> YOUR TASK
Every line of the records that contains the string "above" counts once; give the total and nothing else.

> DATA FOR THE TASK
------------------------------------------------------------------------

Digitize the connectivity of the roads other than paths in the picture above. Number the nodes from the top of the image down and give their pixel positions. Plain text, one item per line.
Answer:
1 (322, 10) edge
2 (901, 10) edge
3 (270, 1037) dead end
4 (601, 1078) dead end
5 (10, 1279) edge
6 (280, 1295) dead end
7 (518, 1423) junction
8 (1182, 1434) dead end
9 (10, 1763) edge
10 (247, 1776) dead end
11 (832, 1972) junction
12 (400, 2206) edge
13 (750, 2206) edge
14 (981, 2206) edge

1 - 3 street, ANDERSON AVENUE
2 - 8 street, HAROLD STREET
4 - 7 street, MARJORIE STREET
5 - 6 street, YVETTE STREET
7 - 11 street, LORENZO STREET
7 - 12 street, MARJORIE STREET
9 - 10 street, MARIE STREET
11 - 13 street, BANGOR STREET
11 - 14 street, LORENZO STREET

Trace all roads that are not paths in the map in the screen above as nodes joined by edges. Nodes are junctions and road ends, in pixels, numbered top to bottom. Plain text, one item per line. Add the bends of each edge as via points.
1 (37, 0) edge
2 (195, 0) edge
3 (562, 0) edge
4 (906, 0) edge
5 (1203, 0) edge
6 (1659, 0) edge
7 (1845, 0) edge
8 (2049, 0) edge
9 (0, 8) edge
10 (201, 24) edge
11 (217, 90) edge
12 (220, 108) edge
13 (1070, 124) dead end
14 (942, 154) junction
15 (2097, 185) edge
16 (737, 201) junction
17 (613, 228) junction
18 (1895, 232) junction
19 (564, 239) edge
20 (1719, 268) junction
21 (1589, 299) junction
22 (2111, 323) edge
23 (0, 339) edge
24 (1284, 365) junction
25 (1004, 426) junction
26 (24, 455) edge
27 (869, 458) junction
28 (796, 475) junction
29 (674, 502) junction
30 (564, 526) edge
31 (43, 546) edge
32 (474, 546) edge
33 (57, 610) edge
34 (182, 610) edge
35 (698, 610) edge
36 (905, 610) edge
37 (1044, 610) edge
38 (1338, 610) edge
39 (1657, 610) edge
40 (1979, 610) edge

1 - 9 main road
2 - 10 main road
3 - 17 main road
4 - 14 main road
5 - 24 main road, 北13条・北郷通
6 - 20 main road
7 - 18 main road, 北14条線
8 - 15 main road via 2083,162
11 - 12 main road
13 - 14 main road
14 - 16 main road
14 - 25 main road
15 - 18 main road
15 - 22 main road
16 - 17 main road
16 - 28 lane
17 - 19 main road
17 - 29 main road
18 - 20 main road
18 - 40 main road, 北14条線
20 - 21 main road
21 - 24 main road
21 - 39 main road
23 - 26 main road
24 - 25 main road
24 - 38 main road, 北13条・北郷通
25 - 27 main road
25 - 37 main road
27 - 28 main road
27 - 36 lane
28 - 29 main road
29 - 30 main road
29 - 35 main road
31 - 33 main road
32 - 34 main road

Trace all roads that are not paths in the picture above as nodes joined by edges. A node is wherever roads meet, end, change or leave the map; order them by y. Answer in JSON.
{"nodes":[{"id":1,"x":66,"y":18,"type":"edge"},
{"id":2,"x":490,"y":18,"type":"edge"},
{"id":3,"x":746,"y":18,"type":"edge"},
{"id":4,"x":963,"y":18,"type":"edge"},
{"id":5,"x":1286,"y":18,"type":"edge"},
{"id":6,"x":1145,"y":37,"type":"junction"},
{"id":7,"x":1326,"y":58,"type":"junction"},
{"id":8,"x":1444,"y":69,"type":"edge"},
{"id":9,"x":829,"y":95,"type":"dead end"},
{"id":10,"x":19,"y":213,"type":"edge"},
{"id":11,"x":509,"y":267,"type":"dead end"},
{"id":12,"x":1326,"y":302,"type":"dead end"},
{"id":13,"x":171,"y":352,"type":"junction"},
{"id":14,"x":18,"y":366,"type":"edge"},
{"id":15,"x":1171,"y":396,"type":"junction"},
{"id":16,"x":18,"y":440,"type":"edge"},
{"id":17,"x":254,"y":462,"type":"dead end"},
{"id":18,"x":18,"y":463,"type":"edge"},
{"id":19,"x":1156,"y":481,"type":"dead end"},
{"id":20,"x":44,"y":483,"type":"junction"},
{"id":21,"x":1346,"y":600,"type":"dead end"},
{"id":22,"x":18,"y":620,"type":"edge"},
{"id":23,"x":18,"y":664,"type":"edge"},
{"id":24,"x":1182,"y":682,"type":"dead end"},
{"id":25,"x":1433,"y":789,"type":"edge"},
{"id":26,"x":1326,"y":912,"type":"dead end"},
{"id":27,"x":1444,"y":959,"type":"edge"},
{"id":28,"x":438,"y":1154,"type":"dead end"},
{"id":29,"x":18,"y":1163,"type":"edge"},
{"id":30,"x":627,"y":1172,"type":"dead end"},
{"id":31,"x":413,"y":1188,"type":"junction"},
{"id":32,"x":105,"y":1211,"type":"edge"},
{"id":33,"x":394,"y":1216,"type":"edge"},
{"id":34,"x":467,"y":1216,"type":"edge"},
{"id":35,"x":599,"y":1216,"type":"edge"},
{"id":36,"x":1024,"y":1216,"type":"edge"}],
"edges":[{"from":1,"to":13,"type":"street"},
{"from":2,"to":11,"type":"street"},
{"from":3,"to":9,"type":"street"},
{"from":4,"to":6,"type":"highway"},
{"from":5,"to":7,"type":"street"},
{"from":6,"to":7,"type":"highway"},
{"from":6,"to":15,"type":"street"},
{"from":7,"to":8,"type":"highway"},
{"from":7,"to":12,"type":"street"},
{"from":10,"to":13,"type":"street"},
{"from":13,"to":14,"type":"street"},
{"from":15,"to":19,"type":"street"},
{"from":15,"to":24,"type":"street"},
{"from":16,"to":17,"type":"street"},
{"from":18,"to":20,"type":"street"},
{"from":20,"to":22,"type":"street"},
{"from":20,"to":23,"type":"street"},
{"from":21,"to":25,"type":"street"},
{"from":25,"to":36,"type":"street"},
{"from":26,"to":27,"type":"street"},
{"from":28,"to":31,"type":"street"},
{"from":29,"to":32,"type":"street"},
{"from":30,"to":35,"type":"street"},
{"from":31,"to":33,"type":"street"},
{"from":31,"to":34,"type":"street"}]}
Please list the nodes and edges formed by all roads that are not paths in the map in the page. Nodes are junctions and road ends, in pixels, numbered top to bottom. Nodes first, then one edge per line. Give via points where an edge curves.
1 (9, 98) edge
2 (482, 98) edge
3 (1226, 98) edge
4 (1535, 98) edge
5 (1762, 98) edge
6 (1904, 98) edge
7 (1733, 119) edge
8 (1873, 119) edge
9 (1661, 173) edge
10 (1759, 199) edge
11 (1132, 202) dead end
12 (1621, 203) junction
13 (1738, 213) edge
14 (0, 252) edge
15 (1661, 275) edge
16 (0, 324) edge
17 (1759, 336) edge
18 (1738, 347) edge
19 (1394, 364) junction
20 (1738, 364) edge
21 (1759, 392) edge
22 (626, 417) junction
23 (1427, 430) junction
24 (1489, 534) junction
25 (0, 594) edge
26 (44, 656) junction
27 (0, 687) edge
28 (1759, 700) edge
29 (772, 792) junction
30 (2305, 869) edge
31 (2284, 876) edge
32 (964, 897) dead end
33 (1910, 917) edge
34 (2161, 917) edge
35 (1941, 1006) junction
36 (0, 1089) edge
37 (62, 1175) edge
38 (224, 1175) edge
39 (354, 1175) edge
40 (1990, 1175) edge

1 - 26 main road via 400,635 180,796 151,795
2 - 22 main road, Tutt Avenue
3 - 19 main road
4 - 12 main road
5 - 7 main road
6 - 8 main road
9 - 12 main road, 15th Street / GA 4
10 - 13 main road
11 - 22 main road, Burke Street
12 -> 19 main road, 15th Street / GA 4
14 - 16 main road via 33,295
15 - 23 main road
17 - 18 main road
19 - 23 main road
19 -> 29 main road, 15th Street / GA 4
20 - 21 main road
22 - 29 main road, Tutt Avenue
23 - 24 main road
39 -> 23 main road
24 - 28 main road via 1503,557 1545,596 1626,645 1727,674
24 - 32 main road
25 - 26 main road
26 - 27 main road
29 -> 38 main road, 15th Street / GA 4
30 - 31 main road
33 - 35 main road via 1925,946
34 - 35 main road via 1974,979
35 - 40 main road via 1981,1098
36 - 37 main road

------------------------------------------------------------------------

> EXERCISE RESULT
3